"Wandel ist unumgänglich" Zersplittertes Parlament nach Wahl in Bulgarien
Nach der Wahl in Bulgarien gibt es mehr Fragen als Antworten: Kann Wahlsieger und Ministerpräsident Borissow wieder eine Regierung bilden? Oder schmieden die vielen anderen Parteien eine Koalition?
Die Partei von Ministerpräsident Boiko Borissow bleibt nach den Wahlen in Bulgarien stärkste politische Kraft, steht aber vor komplizierten Verhandlungen für ein neues Regierungsbündnis. Borissows Partei GERB erhielt den Prognosen von Gallup International und weiteren Meinungsforschungsinstituten zufolge rund 25 Prozent der Stimmen. Zudem zeichnete sich ein zersplittertes Parlament mit wohl sieben Parteien ab – es ist daher fraglich, ob Borissow nach der Wahl unter Corona-Bedingungen erneut eine Koalition schmieden kann.
Um den zweiten Platz gibt es ein enges Kopf-an-Kopf-Rennen: Sowohl der Protestpartei "Es gibt so ein Volk" (ITN) des TV-Moderators und Kabarettisten Slawi Trifonow als auch den oppositionellen Sozialisten werden 15 bis 17 Prozent eingeräumt. Zwei weitere Protestparteien, die Türkenpartei DPS sowie die nationalistische WMRO, ziehen den Prognosen zufolge ebenfalls ins Parlament ein.
"Ihr wolltet die Macht und der Wandel ist unumgänglich"
Angesichts der Kräfteverteilung zeichnet sich eine schwierige Regierungsbildung ab. Die Parteien, die die Vier-Prozent-Hürde für den Einzug ins Parlament voraussichtlich überwunden haben, haben sehr unterschiedliche Prioritäten. Den einen ist die von Borissow angestrebte Einführung des Euro zum 1. Januar 2024 besonders wichtig, die Sozialisten setzen derweil vor allem auf eine engere Zusammenarbeit mit Russland. ITN hat mit Forderungen nach einem Systemwechsel um Wählerstimmen geworben.
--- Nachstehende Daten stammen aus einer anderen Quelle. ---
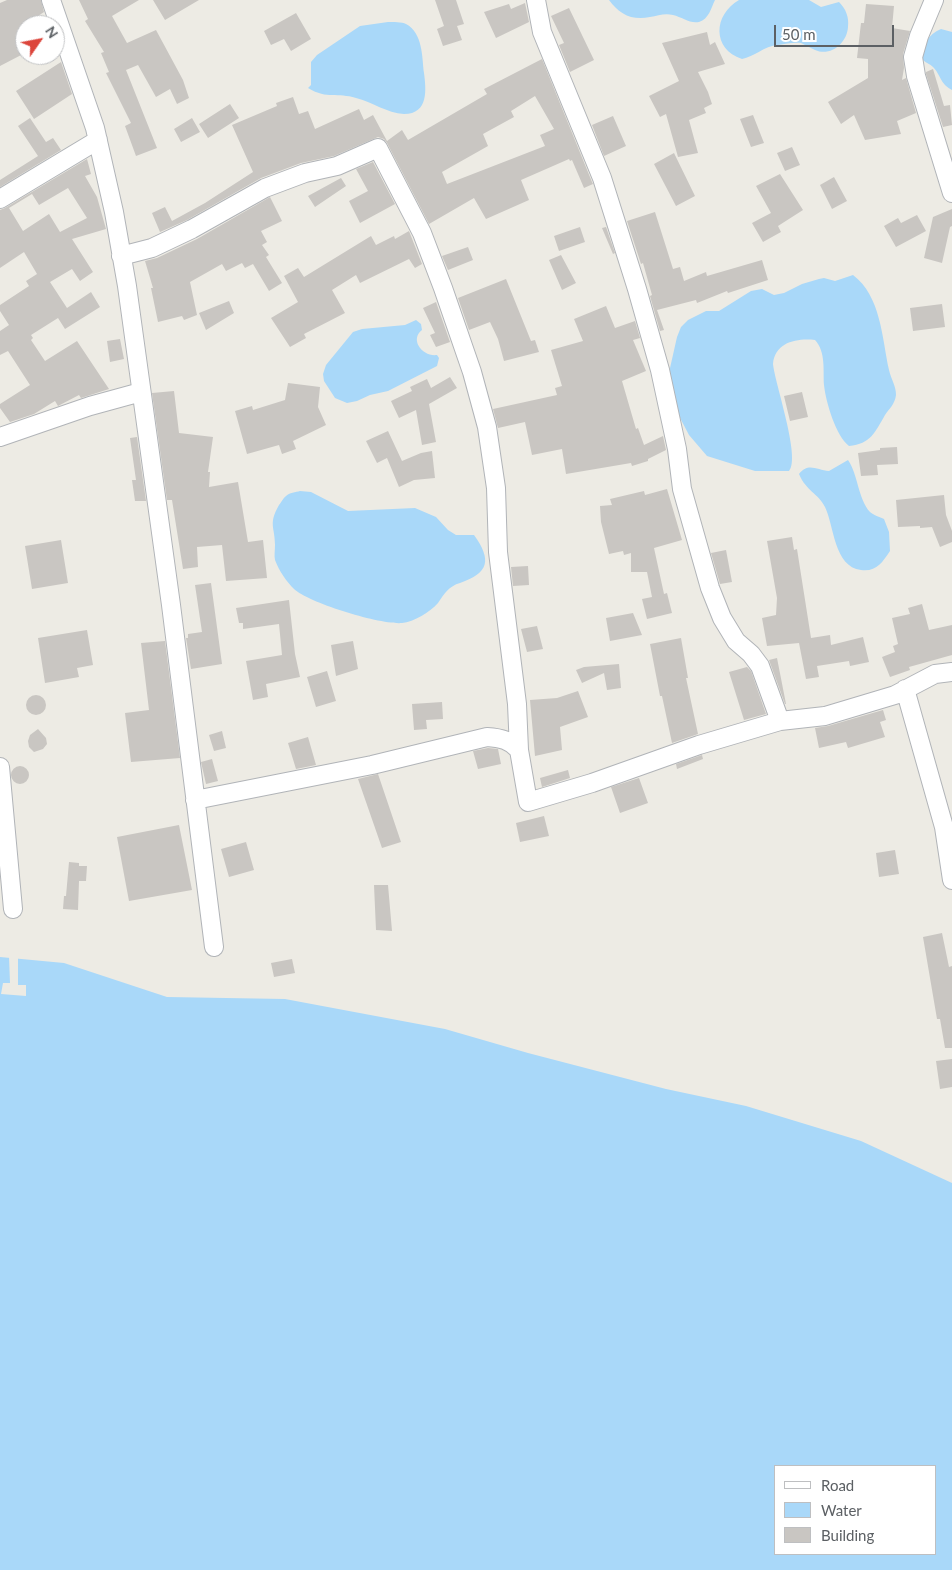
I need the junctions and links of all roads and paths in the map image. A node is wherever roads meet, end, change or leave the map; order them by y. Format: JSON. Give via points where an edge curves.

ITN verkündete im Fernsehsender 7/8, dass sie keine Koalition mit den "Parteien des Status quo" – also Borissows GERB, den Sozialisten sowie der Partei der türkischen Minderheit DPS – eingehen werde. "Ihr wolltet die Macht und der Wandel ist unumgänglich", sagte Trifonow seinen Wählern bei Facebook.
"Ernsthafter Wandel"
"Das bulgarische politische System wird (...) einem ernsthaften Wandel unterzogen", erklärte der Mitvorsitzender der konservativ-liberal-grünen Koalition Demokratisches Bulgarien (DB), Hristo Iwanow, dem Staatsradio. Das Bündnis war Teil der Sommerproteste mit Korruptionsvorwürfen gegen Borissows Koalitionsregierung. Jetzt kann DB mit rund zehn Prozent der Stimmen rechnen. Iwanow schloss aber Neuwahlen nicht aus.
Von Neuwahlen sprach auch der Chef der nationalistischen WMRO, Krassimir Karakatschanow, dessen Partei den Einzug ins Parlament den Prognosen zufolge gerade noch geschafft hat. WMRO ist seit 2017 Borissows Juniorpartner. Borissow regiert mit Unterbrechung seit 2009.
Die Wahlbeteiligung lag laut Gallup International bei rund 48 Prozent. Amtliche Angaben dazu lagen nicht vor. Mit offiziellen Zwischenergebnissen war am Sonntagabend kaum noch zu rechnen. Die Endergebnisse werden in bis zu vier Tagen nach der Wahl erwartet.